In the run up to our summer conference on Diversity, we are interviewing the female founders of SETSquared member companies. Each one of their stories is individual, some have a technical background, others are using technology to enable their business ideas. Our aim is to inspire the next wave of female innovators to step forward and positively influence future development. What we need first is a practical conversation on Diversity and how to address the barriers which deter women and girls from getting involved in science, technology, engineering and maths. In Bristol, we plan to engage leaders in organisations of all sizes by opening up the dialogue. Please join us on 24 June at the Diversity Conference to hear more.
Sarah Bolt from Forth shares her story:
What were your earliest interests and how did technology feature in them?
As a kid, I always asked for technology-based gifts on my Christmas list, and one of my most treasured possessions was my electronic version of the seventies game, Mastermind.
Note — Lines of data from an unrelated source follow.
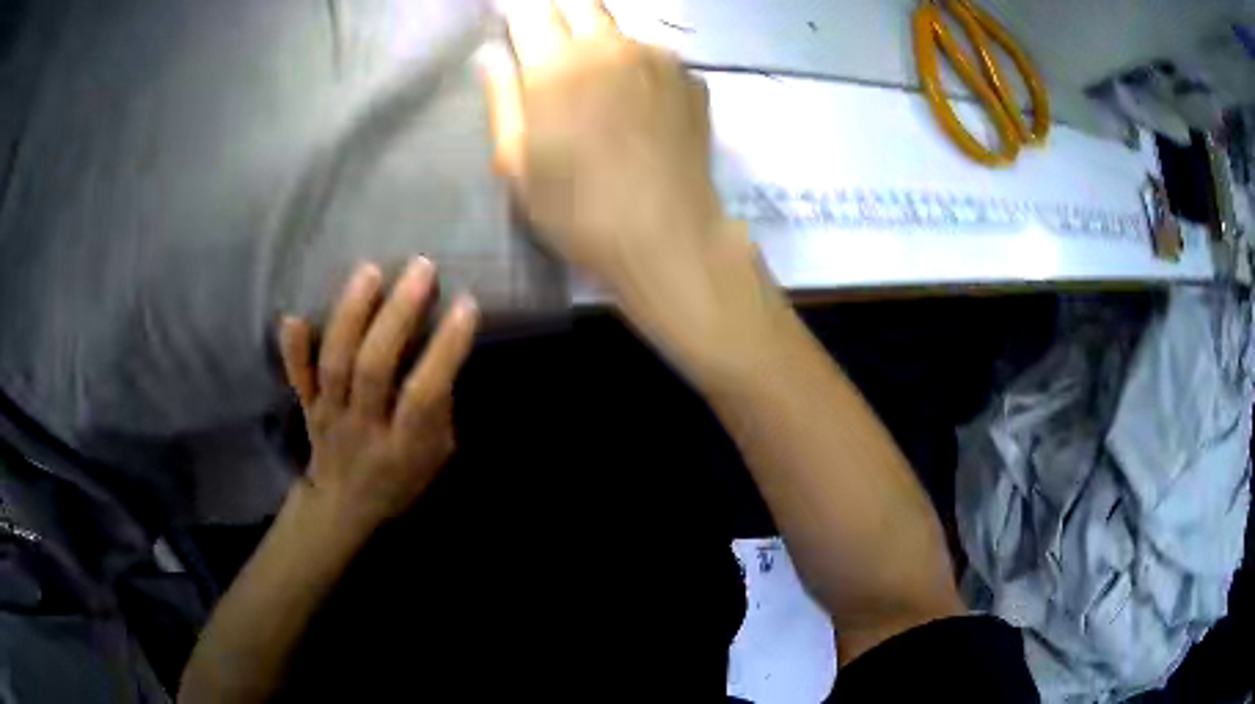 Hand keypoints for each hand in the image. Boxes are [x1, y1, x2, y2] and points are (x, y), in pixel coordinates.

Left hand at [278, 259, 478, 531]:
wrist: (344, 507)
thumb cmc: (401, 479)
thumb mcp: (437, 457)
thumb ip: (440, 411)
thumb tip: (442, 353)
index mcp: (404, 447)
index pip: (424, 395)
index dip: (446, 349)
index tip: (467, 304)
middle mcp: (364, 429)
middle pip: (374, 369)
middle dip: (397, 316)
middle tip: (421, 269)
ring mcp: (330, 417)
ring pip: (335, 364)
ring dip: (350, 316)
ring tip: (370, 271)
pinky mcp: (307, 409)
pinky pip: (297, 380)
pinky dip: (293, 350)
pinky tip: (293, 316)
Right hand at [484, 0, 726, 288]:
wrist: (670, 236)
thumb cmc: (579, 211)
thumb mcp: (517, 165)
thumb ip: (502, 99)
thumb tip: (492, 55)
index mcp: (556, 66)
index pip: (530, 12)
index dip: (517, 16)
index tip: (513, 31)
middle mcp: (610, 46)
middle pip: (579, 4)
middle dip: (558, 14)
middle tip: (550, 51)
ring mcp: (657, 58)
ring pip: (618, 29)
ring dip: (599, 42)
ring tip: (597, 86)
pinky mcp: (691, 77)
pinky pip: (652, 56)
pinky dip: (636, 67)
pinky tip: (638, 106) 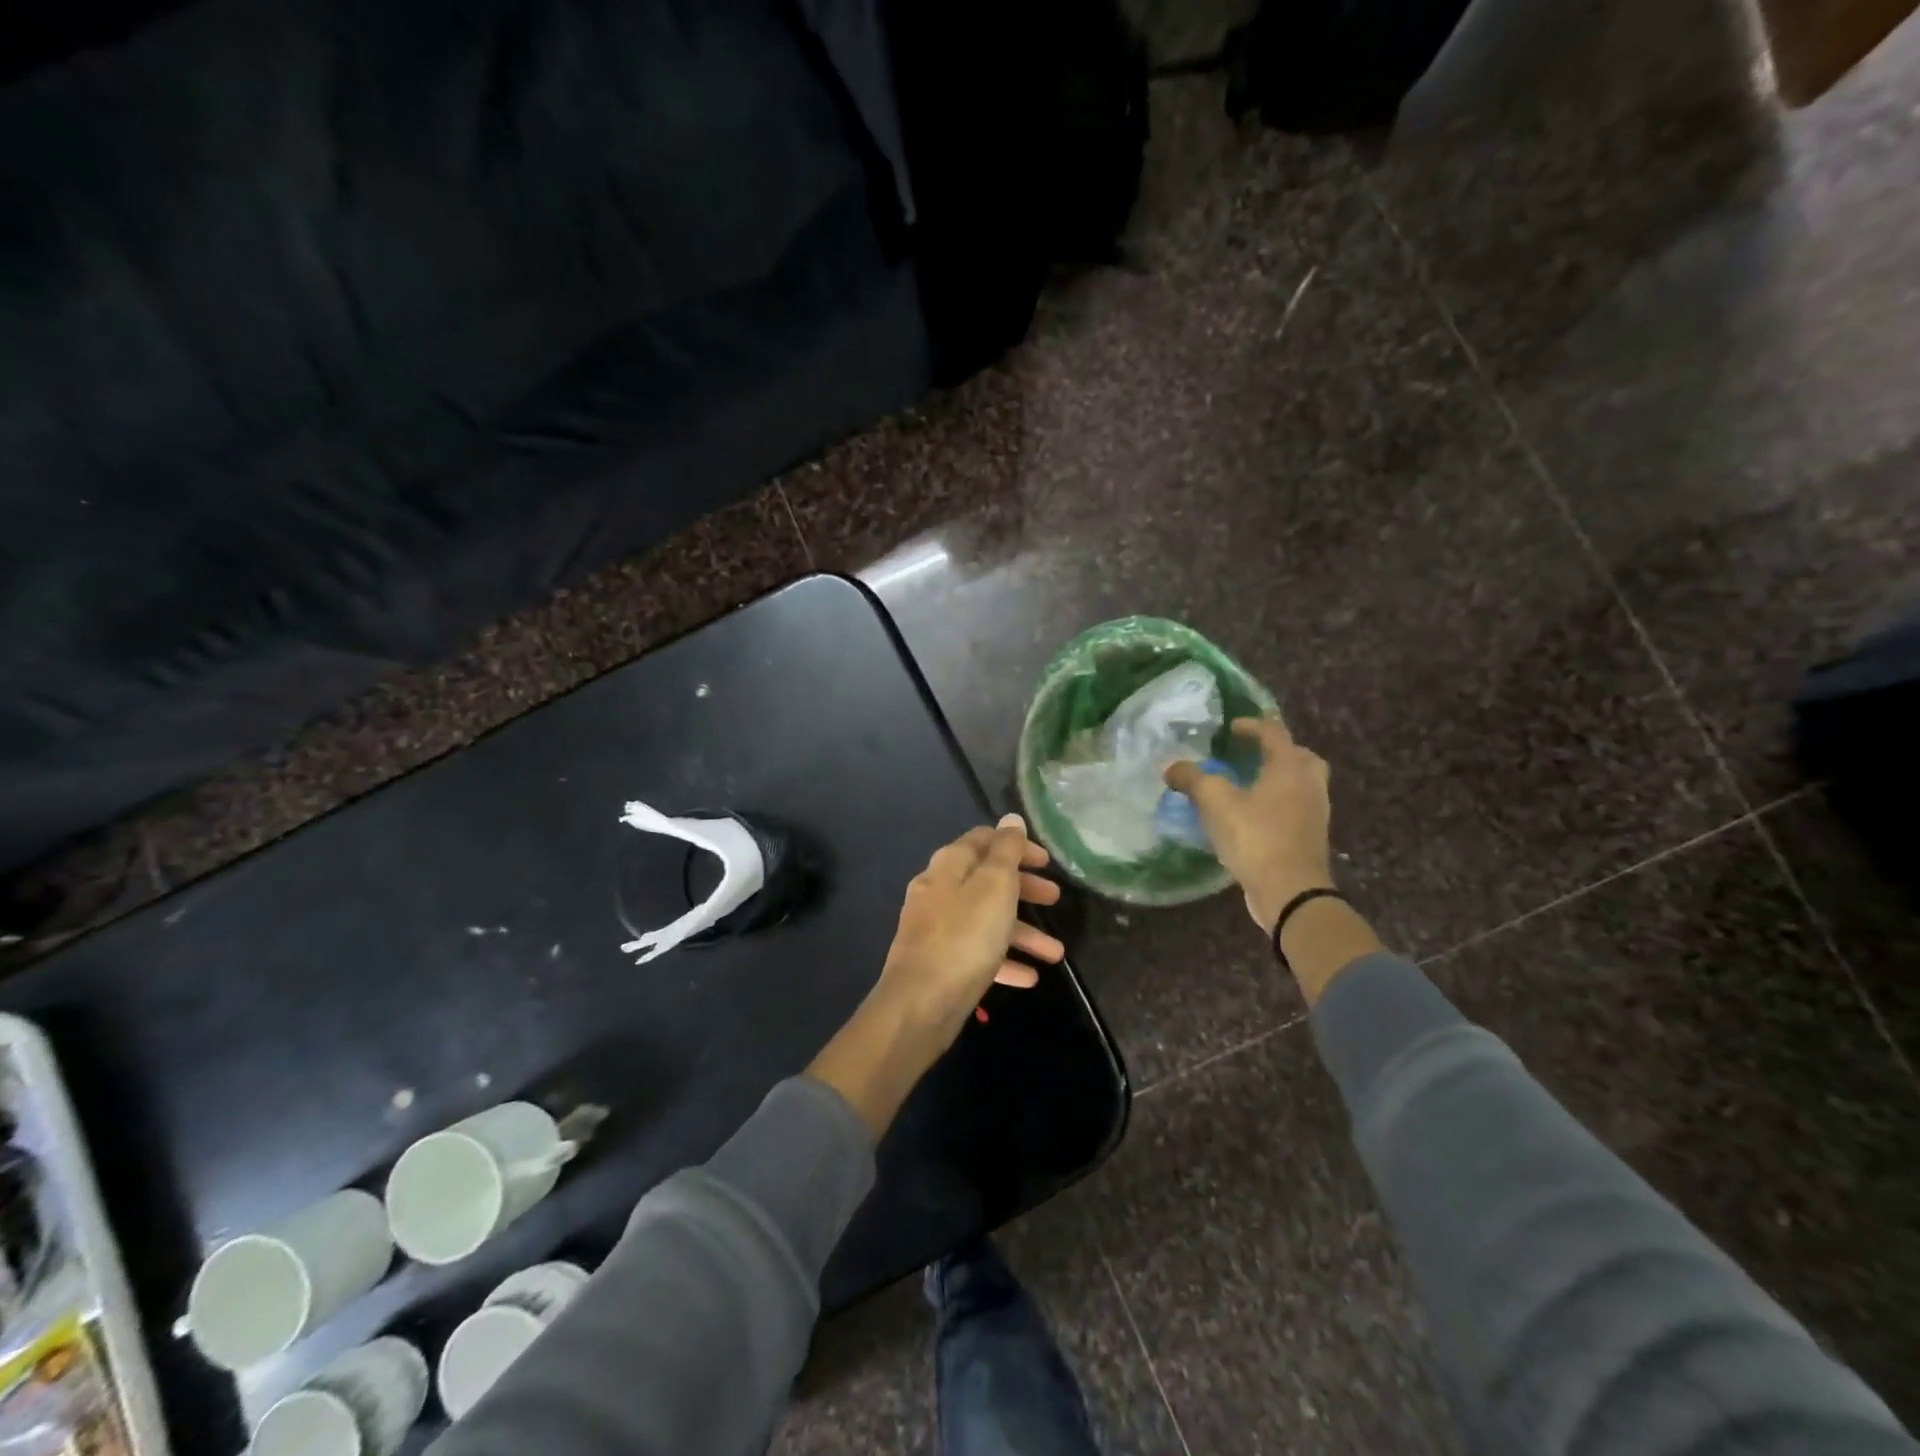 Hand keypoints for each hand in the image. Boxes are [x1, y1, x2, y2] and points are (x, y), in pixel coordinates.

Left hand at [873, 813, 1064, 1044]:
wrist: (920, 1003)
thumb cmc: (965, 936)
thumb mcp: (994, 886)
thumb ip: (1006, 851)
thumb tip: (1011, 819)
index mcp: (949, 865)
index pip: (984, 840)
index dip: (1016, 846)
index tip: (1046, 861)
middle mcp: (939, 890)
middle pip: (987, 880)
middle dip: (1024, 889)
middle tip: (1055, 899)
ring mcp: (937, 927)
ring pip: (986, 920)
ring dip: (1023, 932)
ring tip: (1056, 954)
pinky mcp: (940, 961)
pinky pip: (977, 953)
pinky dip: (1004, 960)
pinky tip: (1029, 978)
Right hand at [1165, 718, 1332, 934]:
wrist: (1290, 892)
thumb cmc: (1255, 837)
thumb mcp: (1215, 802)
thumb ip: (1192, 779)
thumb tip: (1171, 768)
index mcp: (1289, 767)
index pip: (1273, 732)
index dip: (1251, 725)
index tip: (1230, 728)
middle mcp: (1309, 784)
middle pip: (1299, 756)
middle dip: (1276, 751)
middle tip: (1251, 755)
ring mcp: (1315, 813)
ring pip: (1300, 784)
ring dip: (1278, 779)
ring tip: (1248, 786)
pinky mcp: (1310, 838)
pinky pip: (1296, 808)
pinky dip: (1278, 803)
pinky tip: (1253, 816) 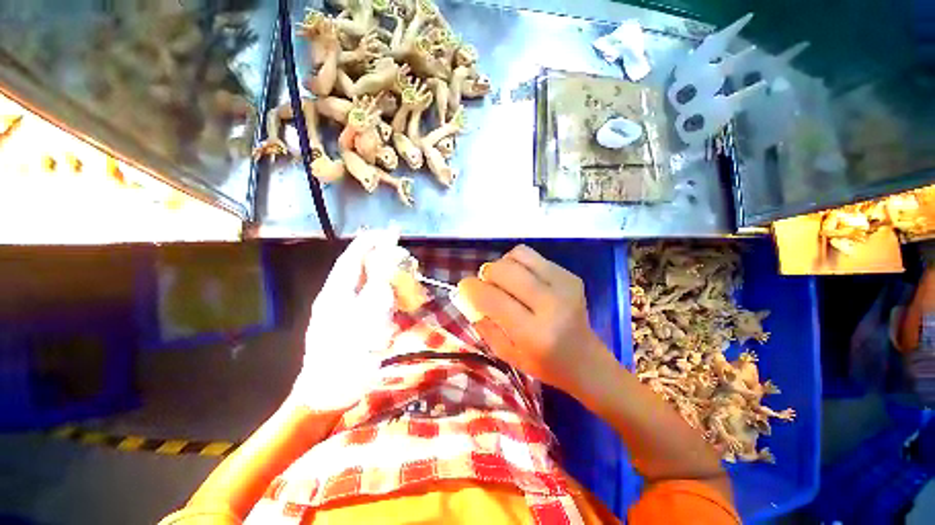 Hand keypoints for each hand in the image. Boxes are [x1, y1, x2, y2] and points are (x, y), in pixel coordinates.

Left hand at [289, 229, 399, 412]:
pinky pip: (366, 299)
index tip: (390, 233)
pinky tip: (393, 296)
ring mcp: (340, 309)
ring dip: (382, 274)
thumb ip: (378, 290)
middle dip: (379, 257)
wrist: (327, 391)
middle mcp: (336, 296)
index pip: (353, 257)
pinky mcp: (347, 322)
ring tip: (401, 272)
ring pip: (363, 283)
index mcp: (336, 292)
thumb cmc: (346, 356)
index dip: (370, 242)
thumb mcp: (366, 320)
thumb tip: (387, 265)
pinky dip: (381, 292)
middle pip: (358, 268)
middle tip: (401, 254)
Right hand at [457, 245, 608, 393]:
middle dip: (486, 273)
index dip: (472, 288)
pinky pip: (532, 256)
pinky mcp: (569, 275)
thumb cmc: (544, 364)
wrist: (586, 359)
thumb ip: (484, 324)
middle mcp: (551, 305)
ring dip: (503, 264)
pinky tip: (522, 279)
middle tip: (486, 284)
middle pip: (505, 270)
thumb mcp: (506, 354)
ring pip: (518, 256)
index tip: (464, 287)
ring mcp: (564, 285)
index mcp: (534, 333)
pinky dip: (518, 263)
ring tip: (504, 280)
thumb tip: (469, 295)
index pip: (493, 299)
Then tennis on the Atari was the game to have. I was one of the first in my class to have a digital watch, so technology was fairly important to me even early on.
After completing my A-levels, including one in Photography, I went off to Coventry University to do a degree in Communication Studies. It was 1986 and the subject wasn’t very well understood at the time. People close to me thought I would be learning about answering the phone! In reality, the course covered all types of communication, including visual impact and photography; I really wanted to be a reportage photographer and build stories with powerful images.
How did your career unfold from there?
Moving to London was the obvious choice after graduation, and there was a group of us who decided to rent a place together. This was the late eighties and we all got jobs fairly quickly. Mine was a marketing position with a music promoter, where I stayed for two years.
Having not had a break between studying and starting work, I jumped at the chance to travel the world with two of my best friends – something I hope my own kids get a chance at doing. Shortly after I returned, I got a role in a marketing agency who started up an Internet division. This was 20 years ago, when it was groundbreaking for an agency to have a specialist ‘Internet’ division; the early days of digital marketing when we were working with the confines of a single email address for the whole team. Most marketing and advertising agencies weren’t committing to technology-led marketing, so there were only a few niche agencies springing up to do it.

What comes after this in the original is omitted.